Could the data below please be reproduced word for word, without the pictures?

Data extracted from a collection
■ ■ ■ ■ ■
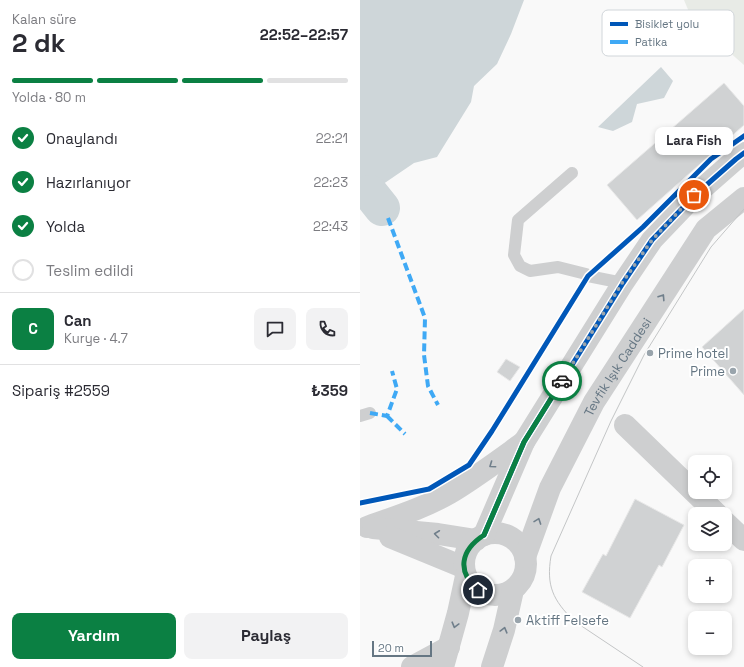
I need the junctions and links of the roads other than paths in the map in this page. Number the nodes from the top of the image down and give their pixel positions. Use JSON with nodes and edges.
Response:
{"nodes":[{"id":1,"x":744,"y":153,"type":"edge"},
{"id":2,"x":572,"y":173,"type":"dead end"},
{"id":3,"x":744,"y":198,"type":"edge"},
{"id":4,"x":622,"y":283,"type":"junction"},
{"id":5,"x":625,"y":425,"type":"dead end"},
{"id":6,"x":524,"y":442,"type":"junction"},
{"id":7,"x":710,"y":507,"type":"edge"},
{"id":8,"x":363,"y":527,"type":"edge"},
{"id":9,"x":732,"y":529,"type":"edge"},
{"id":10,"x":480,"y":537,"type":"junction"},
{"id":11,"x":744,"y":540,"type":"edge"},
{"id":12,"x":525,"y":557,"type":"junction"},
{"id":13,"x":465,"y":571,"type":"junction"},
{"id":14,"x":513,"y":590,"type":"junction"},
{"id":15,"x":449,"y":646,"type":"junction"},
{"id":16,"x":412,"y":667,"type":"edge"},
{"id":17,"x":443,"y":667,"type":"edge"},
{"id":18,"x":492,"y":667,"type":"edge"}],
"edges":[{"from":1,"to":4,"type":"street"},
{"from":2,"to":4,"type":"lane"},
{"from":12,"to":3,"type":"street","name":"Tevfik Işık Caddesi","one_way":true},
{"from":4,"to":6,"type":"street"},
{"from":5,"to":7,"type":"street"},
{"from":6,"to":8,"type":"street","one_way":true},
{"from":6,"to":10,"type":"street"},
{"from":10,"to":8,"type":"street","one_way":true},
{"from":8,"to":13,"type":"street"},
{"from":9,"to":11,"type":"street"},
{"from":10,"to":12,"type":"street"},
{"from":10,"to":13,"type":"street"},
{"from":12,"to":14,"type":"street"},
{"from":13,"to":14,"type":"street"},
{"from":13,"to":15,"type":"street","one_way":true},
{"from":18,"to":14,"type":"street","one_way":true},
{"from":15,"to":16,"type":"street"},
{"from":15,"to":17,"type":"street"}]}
■ ■ ■ ■ ■
▸ **Answer section**:
I need the junctions and links of the roads other than paths in the map in this page. Number the nodes from the top of the image down and give their pixel positions. Use JSON with nodes and edges.
Response:
{"nodes":[{"id":1,"x":744,"y":153,"type":"edge"},
{"id":2,"x":572,"y":173,"type":"dead end"},
{"id":3,"x":744,"y":198,"type":"edge"},
{"id":4,"x":622,"y":283,"type":"junction"},
{"id":5,"x":625,"y":425,"type":"dead end"},
{"id":6,"x":524,"y":442,"type":"junction"},
{"id":7,"x":710,"y":507,"type":"edge"},
{"id":8,"x":363,"y":527,"type":"edge"},
{"id":9,"x":732,"y":529,"type":"edge"},
{"id":10,"x":480,"y":537,"type":"junction"},
{"id":11,"x":744,"y":540,"type":"edge"},
{"id":12,"x":525,"y":557,"type":"junction"},
{"id":13,"x":465,"y":571,"type":"junction"},
{"id":14,"x":513,"y":590,"type":"junction"},
{"id":15,"x":449,"y":646,"type":"junction"},
{"id":16,"x":412,"y":667,"type":"edge"},
{"id":17,"x":443,"y":667,"type":"edge"},
{"id":18,"x":492,"y":667,"type":"edge"}],
"edges":[{"from":1,"to":4,"type":"street"},
{"from":2,"to":4,"type":"lane"},
{"from":12,"to":3,"type":"street","name":"Tevfik Işık Caddesi","one_way":true},
{"from":4,"to":6,"type":"street"},
{"from":5,"to":7,"type":"street"},
{"from":6,"to":8,"type":"street","one_way":true},
{"from":6,"to":10,"type":"street"},
{"from":10,"to":8,"type":"street","one_way":true},
{"from":8,"to":13,"type":"street"},
{"from":9,"to":11,"type":"street"},
{"from":10,"to":12,"type":"street"},
{"from":10,"to":13,"type":"street"},
{"from":12,"to":14,"type":"street"},
{"from":13,"to":14,"type":"street"},
{"from":13,"to":15,"type":"street","one_way":true},
{"from":18,"to":14,"type":"street","one_way":true},
{"from":15,"to":16,"type":"street"},
{"from":15,"to":17,"type":"street"}]}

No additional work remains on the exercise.